In the epilogue to The Blazing World, Cavendish writes: ‘I added this piece of fancy to my philosophical observations, and joined them as two worlds at the ends of their poles; both for my own sake, to divert my studious thoughts … and to delight the reader with variety … But lest my fancy should stray too much, I chose such a fiction as would be agreeable to the subject I treated in former parts …’ (‘To the Reader’). Promiscuously mixing what she calls romancical, philosophical and fantastical elements, Cavendish composes a new generic mixture in The Blazing World, while the description itself thematizes the proliferation of new hybrids as the very principle of natural classification in the Blazing World.
The Blazing World is an extravagant text which revels in the self-consciously fantastic representation of opulence, ornament, novelty and variety as well as the rhetoric of description and amplification, accounting and recounting. But this extravagance does not function simply in the service of commodity fetishism. Consumption is linked to the desire for reparation or restoration of various kinds: aesthetic, economic, sexual, ideological and epistemological. Though the pleasure of the account is figured as its own not inconsiderable reward, for both reader and writer, the text is haunted by the recognition of loss, denial and contingency. The text also attempts a comprehensive survey of the state of knowledge, and a tour of the disciplines, but in doing so repeatedly discovers the precariousness and self-interestedness of all truth-claims.
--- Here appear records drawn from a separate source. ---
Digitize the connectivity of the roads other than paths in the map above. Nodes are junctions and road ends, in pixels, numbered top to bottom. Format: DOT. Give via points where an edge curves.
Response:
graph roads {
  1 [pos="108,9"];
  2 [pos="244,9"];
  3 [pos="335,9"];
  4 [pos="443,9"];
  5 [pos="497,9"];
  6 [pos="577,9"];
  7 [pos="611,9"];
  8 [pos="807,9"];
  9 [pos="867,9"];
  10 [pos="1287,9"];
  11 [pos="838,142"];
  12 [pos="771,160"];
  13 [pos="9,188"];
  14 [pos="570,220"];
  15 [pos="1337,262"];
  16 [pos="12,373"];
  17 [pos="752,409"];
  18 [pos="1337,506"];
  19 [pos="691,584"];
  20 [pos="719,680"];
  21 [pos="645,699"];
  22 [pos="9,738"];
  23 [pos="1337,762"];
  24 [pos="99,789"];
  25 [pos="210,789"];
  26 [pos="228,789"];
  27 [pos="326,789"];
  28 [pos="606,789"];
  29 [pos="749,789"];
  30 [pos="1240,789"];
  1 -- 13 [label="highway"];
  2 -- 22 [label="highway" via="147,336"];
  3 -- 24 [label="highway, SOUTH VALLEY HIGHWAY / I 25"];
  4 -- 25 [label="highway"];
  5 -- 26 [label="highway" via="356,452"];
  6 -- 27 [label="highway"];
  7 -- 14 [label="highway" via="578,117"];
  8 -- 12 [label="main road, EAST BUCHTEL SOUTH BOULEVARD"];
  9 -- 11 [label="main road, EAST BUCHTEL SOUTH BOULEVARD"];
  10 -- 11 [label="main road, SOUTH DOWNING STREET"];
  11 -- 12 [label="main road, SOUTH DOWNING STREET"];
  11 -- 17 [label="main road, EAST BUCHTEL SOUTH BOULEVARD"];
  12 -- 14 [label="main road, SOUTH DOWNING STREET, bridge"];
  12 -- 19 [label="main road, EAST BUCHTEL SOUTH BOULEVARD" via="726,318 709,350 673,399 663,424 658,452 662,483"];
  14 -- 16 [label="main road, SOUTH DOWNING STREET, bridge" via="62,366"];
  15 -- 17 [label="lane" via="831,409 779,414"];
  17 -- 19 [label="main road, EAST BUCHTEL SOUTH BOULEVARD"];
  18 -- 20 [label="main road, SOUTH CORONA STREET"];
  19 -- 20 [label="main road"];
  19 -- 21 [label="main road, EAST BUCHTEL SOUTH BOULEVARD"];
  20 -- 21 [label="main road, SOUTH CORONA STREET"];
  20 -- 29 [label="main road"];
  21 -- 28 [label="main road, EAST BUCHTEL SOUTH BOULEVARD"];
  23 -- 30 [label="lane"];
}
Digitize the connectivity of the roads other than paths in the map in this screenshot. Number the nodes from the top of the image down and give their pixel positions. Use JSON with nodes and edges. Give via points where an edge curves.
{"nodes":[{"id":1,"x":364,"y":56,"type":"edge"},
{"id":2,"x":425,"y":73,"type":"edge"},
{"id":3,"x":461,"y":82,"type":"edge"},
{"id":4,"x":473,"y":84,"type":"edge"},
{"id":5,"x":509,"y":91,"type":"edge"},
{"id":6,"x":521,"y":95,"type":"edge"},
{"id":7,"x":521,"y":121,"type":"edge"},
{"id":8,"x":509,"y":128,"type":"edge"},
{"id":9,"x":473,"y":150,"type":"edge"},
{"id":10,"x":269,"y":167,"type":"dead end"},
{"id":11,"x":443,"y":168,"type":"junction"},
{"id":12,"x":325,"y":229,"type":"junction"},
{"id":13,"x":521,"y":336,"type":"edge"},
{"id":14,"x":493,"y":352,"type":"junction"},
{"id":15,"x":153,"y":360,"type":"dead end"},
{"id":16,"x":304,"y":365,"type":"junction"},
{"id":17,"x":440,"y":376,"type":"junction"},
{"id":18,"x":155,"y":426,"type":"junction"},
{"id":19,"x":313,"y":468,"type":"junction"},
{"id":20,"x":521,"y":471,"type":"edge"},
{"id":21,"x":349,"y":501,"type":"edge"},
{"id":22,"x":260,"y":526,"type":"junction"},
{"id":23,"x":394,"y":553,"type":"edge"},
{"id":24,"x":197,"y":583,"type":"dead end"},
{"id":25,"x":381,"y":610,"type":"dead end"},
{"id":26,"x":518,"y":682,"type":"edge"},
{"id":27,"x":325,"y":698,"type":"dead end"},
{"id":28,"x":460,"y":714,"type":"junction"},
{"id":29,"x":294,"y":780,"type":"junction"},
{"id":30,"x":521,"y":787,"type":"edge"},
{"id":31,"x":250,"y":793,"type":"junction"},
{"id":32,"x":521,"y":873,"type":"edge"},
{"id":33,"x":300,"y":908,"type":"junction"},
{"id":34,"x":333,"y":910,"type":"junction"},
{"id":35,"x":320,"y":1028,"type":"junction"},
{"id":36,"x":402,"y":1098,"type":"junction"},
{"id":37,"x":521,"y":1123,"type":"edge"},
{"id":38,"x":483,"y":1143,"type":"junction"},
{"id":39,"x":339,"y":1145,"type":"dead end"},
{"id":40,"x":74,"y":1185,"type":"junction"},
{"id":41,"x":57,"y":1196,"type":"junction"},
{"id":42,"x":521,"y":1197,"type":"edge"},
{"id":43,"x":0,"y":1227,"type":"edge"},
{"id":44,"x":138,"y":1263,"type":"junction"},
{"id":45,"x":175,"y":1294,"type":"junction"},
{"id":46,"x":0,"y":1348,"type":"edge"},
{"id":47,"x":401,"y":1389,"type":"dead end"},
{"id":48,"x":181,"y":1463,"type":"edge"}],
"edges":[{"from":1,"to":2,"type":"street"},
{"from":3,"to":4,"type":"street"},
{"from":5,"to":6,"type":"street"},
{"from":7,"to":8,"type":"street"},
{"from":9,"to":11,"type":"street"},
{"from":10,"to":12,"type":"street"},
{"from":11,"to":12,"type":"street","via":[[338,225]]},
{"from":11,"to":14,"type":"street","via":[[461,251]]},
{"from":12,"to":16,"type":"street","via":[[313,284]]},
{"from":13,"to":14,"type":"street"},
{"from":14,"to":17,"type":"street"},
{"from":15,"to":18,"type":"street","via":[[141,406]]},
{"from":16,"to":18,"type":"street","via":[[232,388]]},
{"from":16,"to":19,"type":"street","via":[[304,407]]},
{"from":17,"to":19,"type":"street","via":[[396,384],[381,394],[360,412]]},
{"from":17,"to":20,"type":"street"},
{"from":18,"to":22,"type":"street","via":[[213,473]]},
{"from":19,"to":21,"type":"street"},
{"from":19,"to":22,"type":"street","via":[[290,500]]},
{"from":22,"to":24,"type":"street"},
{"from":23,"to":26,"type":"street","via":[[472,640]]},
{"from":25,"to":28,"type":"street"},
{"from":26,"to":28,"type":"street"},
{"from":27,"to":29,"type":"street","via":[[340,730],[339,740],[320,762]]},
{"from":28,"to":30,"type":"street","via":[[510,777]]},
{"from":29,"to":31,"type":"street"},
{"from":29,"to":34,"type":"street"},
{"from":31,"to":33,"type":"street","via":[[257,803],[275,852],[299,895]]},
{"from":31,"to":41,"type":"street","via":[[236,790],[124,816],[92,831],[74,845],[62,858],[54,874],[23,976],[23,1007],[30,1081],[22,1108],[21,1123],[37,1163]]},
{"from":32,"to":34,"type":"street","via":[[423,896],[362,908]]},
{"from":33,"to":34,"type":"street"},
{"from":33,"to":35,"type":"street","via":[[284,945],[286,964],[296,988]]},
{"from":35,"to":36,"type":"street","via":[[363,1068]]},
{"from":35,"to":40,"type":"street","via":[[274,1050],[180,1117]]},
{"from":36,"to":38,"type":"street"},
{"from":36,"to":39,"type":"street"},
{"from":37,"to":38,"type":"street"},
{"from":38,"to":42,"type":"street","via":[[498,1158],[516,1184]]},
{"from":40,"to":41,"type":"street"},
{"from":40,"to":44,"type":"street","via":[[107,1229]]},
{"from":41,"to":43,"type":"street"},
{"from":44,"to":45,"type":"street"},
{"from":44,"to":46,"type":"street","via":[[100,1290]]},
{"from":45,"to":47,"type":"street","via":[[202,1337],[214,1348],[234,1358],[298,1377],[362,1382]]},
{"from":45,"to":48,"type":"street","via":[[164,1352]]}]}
The Blazing World combines a narrative of the effortless rise of a woman to absolute power, with a narrative of the liberty of the female soul and the emancipatory possibilities of Utopian speculation and writing specifically for women. Its first miracle conforms to the romance imperative of virtue rewarded. An anonymous ‘young Lady’ is abducted by a foreign merchant and, as the ship passes from ‘the very end point of the pole of that World, but even to another pole of another world’ (p. 3), owner and crew freeze to death and then ‘thaw, and corrupt’ (p. 4). The merchant’s initial crime against rank, property and propriety is appropriately punished by a fatal crossing between worlds, while the ‘distressed Lady’ is honoured with the highest recognition of her innate merit: ‘the Emperor rejoicing, made her his wife, and gave her an absolute power to rule and govern all that world as she pleased’.
The sudden metamorphosis of the anonymous young Lady into the Empress of the Blazing World occasions the text’s first extended blazon or catalogue, which is later virtually reproduced at crucial moments in the staging of the Empress’s domestic and imperial power. The description proper of the site of the Blazing World is inaugurated by the introduction of the woman as stranger, but it is she who becomes the most wonderful sight in the Blazing World, a reversal marked by her ritual blazoning and re-presentation as Empress, newly attired in the literally blazing costume of power:
Her accoutrement after she was made Empress, was as followeth: On her head she wore a cap of pearl, and a half-moon of diamonds just before it; on the top of her crown came spreading over a broad carbuncle, cut in the form of the sun; her coat was of pearl, mixt with blue diamonds, and fringed with red ones; her buskins and sandals were of green diamonds: in her left hand she held a buckler, to signify the defence of her dominions; which buckler was made of that sort of diamond as has several different colours; and being cut and made in the form of an arch, showed like a rainbow; in her right hand she carried a spear made of white diamond, cut like the tail of a blazing-star, which signified that she was ready to assault those that proved her enemies.(pp. 13–14)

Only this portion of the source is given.